=== Task requirements ===
Lines in the listing below may contain the string "graph". Say how many do, giving only the number.

=== Data in this exercise ===
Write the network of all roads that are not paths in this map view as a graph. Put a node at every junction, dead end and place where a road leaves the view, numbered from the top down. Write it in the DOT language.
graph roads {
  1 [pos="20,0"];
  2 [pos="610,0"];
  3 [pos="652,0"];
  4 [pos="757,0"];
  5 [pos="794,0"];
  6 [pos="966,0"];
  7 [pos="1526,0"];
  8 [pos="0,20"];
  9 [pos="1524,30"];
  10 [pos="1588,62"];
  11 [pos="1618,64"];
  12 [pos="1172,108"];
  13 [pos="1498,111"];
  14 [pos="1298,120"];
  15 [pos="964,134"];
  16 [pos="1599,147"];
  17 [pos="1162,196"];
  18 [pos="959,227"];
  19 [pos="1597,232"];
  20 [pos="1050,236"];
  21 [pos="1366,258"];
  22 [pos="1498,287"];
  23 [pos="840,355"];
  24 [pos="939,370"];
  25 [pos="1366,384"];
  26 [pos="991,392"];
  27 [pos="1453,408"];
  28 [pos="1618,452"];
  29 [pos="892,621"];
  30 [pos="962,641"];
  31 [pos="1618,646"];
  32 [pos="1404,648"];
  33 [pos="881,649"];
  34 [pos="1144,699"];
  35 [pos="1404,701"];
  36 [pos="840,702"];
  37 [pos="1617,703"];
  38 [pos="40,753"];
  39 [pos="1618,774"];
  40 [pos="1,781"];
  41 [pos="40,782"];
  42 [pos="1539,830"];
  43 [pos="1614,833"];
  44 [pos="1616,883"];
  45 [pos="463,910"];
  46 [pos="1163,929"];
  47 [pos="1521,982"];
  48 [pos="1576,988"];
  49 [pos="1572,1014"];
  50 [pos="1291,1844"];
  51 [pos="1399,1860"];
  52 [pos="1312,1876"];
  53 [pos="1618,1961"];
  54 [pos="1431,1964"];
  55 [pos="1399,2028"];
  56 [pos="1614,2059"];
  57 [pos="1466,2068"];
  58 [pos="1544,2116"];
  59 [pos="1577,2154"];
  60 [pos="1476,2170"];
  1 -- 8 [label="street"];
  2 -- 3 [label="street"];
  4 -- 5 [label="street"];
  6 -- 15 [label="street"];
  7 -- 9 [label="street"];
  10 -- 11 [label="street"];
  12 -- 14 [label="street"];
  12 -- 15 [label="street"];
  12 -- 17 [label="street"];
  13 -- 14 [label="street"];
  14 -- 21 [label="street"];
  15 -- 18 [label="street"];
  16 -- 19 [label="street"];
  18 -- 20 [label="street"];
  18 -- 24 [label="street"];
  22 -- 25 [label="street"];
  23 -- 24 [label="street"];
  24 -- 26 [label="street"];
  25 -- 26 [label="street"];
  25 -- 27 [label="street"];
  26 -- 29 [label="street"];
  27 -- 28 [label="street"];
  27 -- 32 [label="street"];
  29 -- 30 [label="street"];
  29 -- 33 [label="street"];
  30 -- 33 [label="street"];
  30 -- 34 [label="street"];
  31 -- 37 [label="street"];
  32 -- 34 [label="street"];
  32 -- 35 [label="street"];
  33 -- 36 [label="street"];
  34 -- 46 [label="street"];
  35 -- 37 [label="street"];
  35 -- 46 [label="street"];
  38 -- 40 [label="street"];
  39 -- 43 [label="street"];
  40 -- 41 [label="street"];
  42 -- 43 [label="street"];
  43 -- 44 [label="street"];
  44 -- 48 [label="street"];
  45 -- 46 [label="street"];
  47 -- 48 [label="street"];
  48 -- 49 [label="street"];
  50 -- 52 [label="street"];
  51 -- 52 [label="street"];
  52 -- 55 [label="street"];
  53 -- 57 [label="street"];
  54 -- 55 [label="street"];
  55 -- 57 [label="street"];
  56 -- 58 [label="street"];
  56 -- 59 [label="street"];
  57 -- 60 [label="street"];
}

=== Solved problem ===
2